Working closely with Mission staff, we help identify the objectives of the private sector engagement effort; develop criteria for selection; conduct solicitations, and jointly evaluate and select successful partners. Advantages of this process include more rapid identification and selection of partners, additional surge support to manage the partnership development process, and management of implementation and results monitoring.

What does this tool tell you about the potential for scaling up or setting targets?

The Partnering for Innovation team can offer support to the Mission to analyze where and how to engage the private sector to commercialize technologies. Upon selection of one or more private sector partners, results metrics are then clearly defined and negotiated at the onset, and a performance-based incentive system is put in place that conform to shared objectives.

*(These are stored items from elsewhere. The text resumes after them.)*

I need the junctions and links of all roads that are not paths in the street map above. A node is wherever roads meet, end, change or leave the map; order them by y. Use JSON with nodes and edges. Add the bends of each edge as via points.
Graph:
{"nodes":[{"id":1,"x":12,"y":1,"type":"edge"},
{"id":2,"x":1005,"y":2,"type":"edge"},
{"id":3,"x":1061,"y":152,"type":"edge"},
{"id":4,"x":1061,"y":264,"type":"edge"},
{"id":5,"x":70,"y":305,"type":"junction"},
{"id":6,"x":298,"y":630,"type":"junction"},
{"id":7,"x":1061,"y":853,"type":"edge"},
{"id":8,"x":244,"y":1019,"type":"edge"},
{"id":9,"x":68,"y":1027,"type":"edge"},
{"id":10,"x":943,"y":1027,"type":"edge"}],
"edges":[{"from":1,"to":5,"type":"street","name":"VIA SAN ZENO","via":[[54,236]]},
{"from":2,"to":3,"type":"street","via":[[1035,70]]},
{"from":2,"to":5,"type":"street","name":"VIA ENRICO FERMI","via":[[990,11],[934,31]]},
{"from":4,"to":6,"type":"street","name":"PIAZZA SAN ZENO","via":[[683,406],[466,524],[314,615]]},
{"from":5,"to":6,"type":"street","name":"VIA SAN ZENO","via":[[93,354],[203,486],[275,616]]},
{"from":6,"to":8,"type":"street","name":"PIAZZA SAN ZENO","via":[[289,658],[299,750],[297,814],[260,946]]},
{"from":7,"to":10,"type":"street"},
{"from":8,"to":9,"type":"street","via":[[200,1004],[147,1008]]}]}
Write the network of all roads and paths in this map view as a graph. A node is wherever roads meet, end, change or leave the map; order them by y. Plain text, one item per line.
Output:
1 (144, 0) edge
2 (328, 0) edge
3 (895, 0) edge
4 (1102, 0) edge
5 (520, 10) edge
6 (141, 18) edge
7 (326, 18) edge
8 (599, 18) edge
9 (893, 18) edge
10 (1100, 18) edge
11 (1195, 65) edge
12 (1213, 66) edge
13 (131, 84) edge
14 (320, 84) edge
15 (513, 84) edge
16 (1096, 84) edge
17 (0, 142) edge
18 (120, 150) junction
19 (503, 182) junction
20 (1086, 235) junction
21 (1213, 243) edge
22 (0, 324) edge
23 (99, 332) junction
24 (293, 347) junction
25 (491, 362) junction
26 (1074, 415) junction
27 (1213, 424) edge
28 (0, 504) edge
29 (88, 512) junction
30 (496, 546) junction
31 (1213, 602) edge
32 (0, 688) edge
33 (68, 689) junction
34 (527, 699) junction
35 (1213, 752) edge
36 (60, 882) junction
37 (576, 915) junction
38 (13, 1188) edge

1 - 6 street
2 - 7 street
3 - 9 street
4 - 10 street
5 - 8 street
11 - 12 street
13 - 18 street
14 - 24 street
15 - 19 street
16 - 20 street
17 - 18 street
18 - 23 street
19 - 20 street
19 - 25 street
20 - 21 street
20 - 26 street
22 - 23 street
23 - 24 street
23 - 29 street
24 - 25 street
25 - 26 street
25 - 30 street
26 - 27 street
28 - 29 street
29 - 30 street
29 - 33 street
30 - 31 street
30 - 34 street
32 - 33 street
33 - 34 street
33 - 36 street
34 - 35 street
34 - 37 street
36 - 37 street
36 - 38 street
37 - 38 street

What is the approximate cost and time needed to use this tool?

The cost and time are contingent upon the complexity and the scale of the deal. Partnering for innovation can create a targeted pilot project with one or two partners in a matter of weeks. It can be funded and create impact in as little as six months. Larger and more complex partnerships can take several months to negotiate and begin implementation. Technical assistance to Missions is centrally funded. Mission resources are necessary when opening a solicitation window for Mission-specific partnerships.

What can the tool indicate about the sustainability of adoption or the likelihood of sustained long-term us of the technology?

The business model of any partnership engagement is critical to its success. All Partnering for Innovation grants help grantees achieve sustainability by the end of the award period. Since payments are milestone-based, costs to the program are contingent upon success of the implementation. This reduces the risk to the Mission should the partner not perform according to the terms of the agreement.


Matthew Krause (MKrause@fintrac.com) is the Commercial Partnership Development Lead for the Feed the Future Partnering for Innovation program. He is responsible for identifying and developing program partner alliances that improve access of agricultural technologies for smallholder farmers. An extensive 20-year career in both commercial business and international development program leadership, including more than 13 years in Asia leading agriculture development-oriented programs and serving as a private sector business consultant.